■ **TASK GOAL**
What you print should match the entries exactly, only without the pictures.

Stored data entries
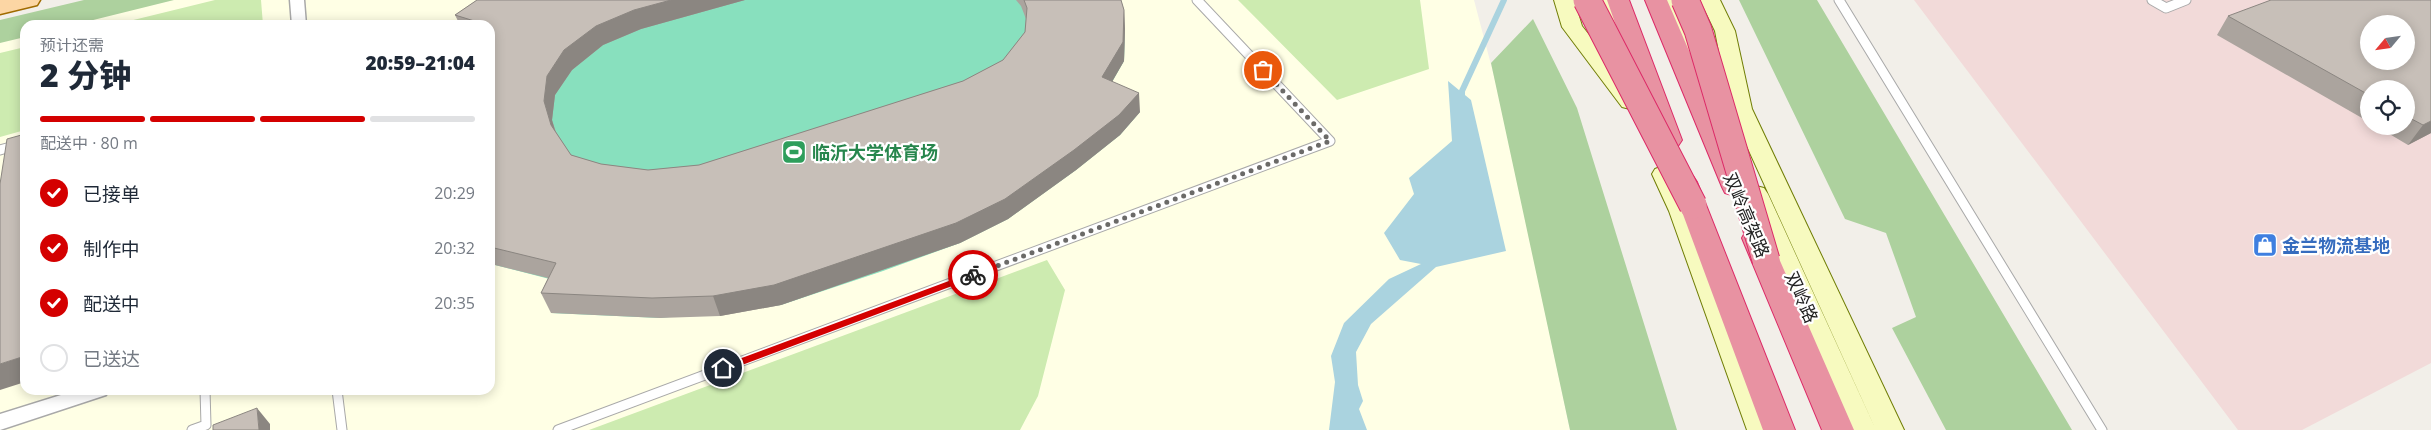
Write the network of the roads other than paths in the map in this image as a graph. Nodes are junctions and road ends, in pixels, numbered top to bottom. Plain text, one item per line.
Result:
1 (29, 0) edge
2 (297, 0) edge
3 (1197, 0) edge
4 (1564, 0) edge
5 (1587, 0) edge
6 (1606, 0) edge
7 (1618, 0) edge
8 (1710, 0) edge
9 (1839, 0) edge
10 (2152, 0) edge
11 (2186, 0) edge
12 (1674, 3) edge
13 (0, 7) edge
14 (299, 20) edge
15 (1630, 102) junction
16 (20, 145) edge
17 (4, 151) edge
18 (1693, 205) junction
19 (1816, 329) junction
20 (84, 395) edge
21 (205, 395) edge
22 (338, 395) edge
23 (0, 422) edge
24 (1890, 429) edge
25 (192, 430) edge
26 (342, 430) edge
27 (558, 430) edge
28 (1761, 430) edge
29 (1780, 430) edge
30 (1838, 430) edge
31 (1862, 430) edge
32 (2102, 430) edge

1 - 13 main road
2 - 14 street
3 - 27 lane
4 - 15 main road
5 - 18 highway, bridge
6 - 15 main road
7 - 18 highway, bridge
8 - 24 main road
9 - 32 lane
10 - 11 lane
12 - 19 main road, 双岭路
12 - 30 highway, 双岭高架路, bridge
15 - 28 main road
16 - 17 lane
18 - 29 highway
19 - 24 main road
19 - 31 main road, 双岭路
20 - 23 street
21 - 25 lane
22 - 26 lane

■ **TASK RESPONSE**
Write the network of the roads other than paths in the map in this image as a graph. Nodes are junctions and road ends, in pixels, numbered top to bottom. Plain text, one item per line.
Result:
1 (29, 0) edge
2 (297, 0) edge
3 (1197, 0) edge
4 (1564, 0) edge
5 (1587, 0) edge
6 (1606, 0) edge
7 (1618, 0) edge
8 (1710, 0) edge
9 (1839, 0) edge
10 (2152, 0) edge
11 (2186, 0) edge
12 (1674, 3) edge
13 (0, 7) edge
14 (299, 20) edge
15 (1630, 102) junction
16 (20, 145) edge
17 (4, 151) edge
18 (1693, 205) junction
19 (1816, 329) junction
20 (84, 395) edge
21 (205, 395) edge
22 (338, 395) edge
23 (0, 422) edge
24 (1890, 429) edge
25 (192, 430) edge
26 (342, 430) edge
27 (558, 430) edge
28 (1761, 430) edge
29 (1780, 430) edge
30 (1838, 430) edge
31 (1862, 430) edge
32 (2102, 430) edge

1 - 13 main road
2 - 14 street
3 - 27 lane
4 - 15 main road
5 - 18 highway, bridge
6 - 15 main road
7 - 18 highway, bridge
8 - 24 main road
9 - 32 lane
10 - 11 lane
12 - 19 main road, 双岭路
12 - 30 highway, 双岭高架路, bridge
15 - 28 main road
16 - 17 lane
18 - 29 highway
19 - 24 main road
19 - 31 main road, 双岭路
20 - 23 street
21 - 25 lane
22 - 26 lane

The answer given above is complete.